Katherine Luking, PhD
Assistant Professor at Saint Louis University
- Email: krluking@wustl.edu
Dr. Luking is an assistant professor of psychology at Saint Louis University. She completed a B.S. in psychobiology and financial economics at Centre College in 2008 and her Ph.D. in neuroscience at Washington University in 2015. Professor Luking’s work focuses on relationships between neurodevelopment and the emergence of psychopathology in middle childhood and early adolescence. Using a variety of methods (EEG, fMRI, behavior, hormones) she asks how core affective and cognitive processes, including emotion reactivity/regulation, response to social feedback, and reward processing, change in early puberty and mechanistically contribute to the emergence of depression and borderline personality disorder.
Rebecca Schwarzlose, PhD
Instructor in Psychiatry
- Email: schwarzlose@wustl.edu
Rebecca Schwarzlose is a cognitive neuroscientist at the Washington University School of Medicine.
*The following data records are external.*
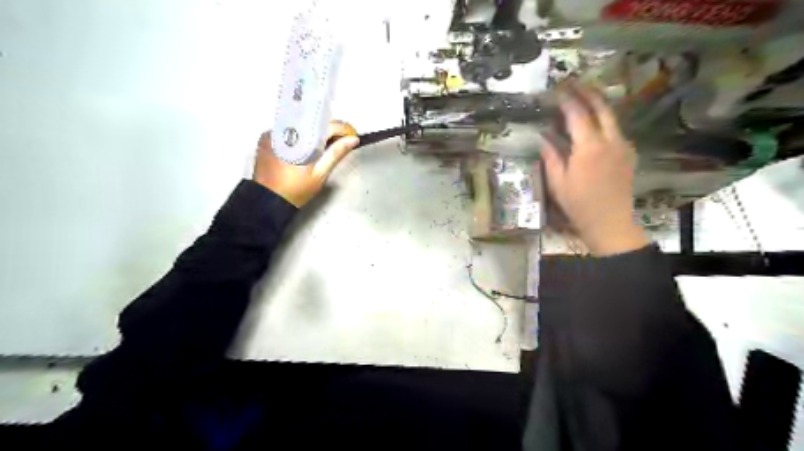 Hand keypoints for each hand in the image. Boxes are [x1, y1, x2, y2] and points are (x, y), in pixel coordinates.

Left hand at [253, 119, 361, 205]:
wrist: (267, 200)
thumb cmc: (296, 190)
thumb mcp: (320, 174)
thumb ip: (336, 153)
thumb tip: (353, 139)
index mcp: (301, 139)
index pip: (325, 124)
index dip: (342, 128)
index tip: (352, 135)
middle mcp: (285, 130)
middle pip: (312, 122)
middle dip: (328, 130)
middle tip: (341, 142)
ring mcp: (273, 132)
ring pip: (300, 125)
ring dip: (313, 132)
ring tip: (324, 146)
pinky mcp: (266, 137)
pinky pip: (288, 130)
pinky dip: (300, 136)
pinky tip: (306, 147)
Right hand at [539, 87, 644, 255]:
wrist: (610, 222)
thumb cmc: (579, 205)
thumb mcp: (558, 182)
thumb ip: (551, 156)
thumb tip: (543, 137)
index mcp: (589, 147)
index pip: (577, 115)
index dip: (567, 100)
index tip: (557, 90)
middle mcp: (610, 141)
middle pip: (601, 107)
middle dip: (588, 92)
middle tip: (574, 83)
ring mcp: (623, 146)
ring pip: (612, 117)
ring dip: (598, 104)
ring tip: (584, 97)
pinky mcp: (628, 154)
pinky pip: (616, 130)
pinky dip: (604, 120)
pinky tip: (594, 124)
She received a BA in Psychology from Northwestern University and a PhD in Neuroscience from MIT. Since graduation, she has served as the editor of Trends in Cognitive Sciences, written a trade book called Brainscapes about neural organization, and carried out postdoctoral research on topics related to mental health and child development. Her current research investigates the neural bases for atypical sensory processing and prediction in childhood and their relations to psychopathology.